Body or hand keypoint data ▸
☆ ☆ ☆ ☆
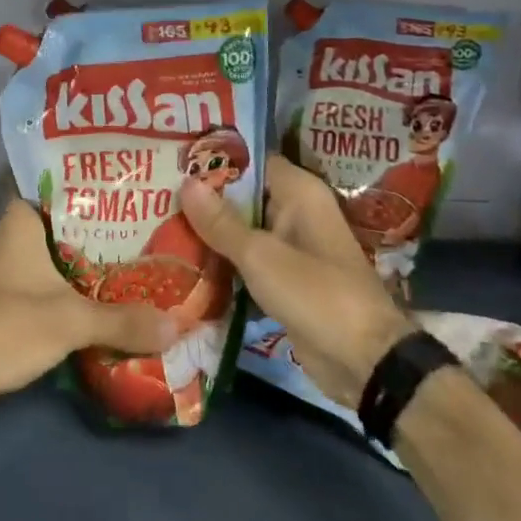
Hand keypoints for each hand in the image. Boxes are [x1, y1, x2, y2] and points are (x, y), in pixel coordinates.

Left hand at [0, 199, 178, 419]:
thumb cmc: (6, 325)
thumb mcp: (72, 320)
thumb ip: (124, 321)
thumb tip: (178, 326)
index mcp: (22, 219)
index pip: (63, 185)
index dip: (97, 184)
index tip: (134, 186)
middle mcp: (13, 233)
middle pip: (66, 222)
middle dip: (104, 227)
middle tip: (150, 224)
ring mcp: (8, 266)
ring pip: (59, 253)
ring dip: (91, 260)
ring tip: (140, 257)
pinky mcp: (8, 296)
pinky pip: (51, 279)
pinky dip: (76, 285)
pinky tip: (108, 294)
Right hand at [180, 155, 410, 407]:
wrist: (365, 362)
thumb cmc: (316, 294)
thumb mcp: (261, 256)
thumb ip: (221, 221)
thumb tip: (185, 182)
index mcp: (298, 192)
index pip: (249, 160)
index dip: (213, 158)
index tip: (172, 157)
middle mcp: (295, 212)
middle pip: (242, 194)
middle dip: (203, 197)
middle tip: (154, 191)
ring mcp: (291, 247)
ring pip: (241, 229)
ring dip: (209, 231)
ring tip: (158, 221)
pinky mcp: (285, 279)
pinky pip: (247, 259)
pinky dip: (222, 260)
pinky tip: (183, 261)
☆ ☆ ☆ ☆
Text only, no pictures: copy every entry exactly.

Exercise output ▸
Hand keypoints for each hand in the image. Boxes are [x1, y1, x2, y2] and points are (x, y), in pixel coordinates.

Left hand at [0, 199, 178, 419]:
thumb cmc: (6, 325)
thumb mcp: (72, 320)
thumb ip: (124, 321)
thumb tip: (178, 326)
index mcp: (22, 219)
index pip: (63, 185)
index dip: (97, 184)
index tip: (134, 186)
middle mcp: (13, 233)
middle pip: (66, 222)
middle dip: (104, 227)
middle tip: (150, 224)
ring mcp: (8, 266)
ring pip: (59, 253)
ring dip: (91, 260)
ring tip: (140, 257)
pinky mcp: (8, 296)
pinky pip: (51, 279)
pinky dip: (76, 285)
pinky tip: (108, 294)
Right hand at [180, 155, 410, 407]:
wrist: (365, 362)
thumb cmc: (316, 294)
thumb mcp: (261, 256)
thumb ip: (221, 221)
thumb tip: (185, 182)
index mcp: (298, 192)
index pip: (249, 160)
index dip: (213, 158)
index tip: (172, 157)
middle mcp: (295, 212)
middle pip: (242, 194)
middle dip: (203, 197)
middle tip: (154, 191)
ring mcp: (291, 247)
ring pip: (241, 229)
ring dip: (209, 231)
ring tip: (158, 221)
pinky mcp: (285, 279)
pinky pip: (247, 259)
pinky dip: (222, 260)
pinky tip: (183, 261)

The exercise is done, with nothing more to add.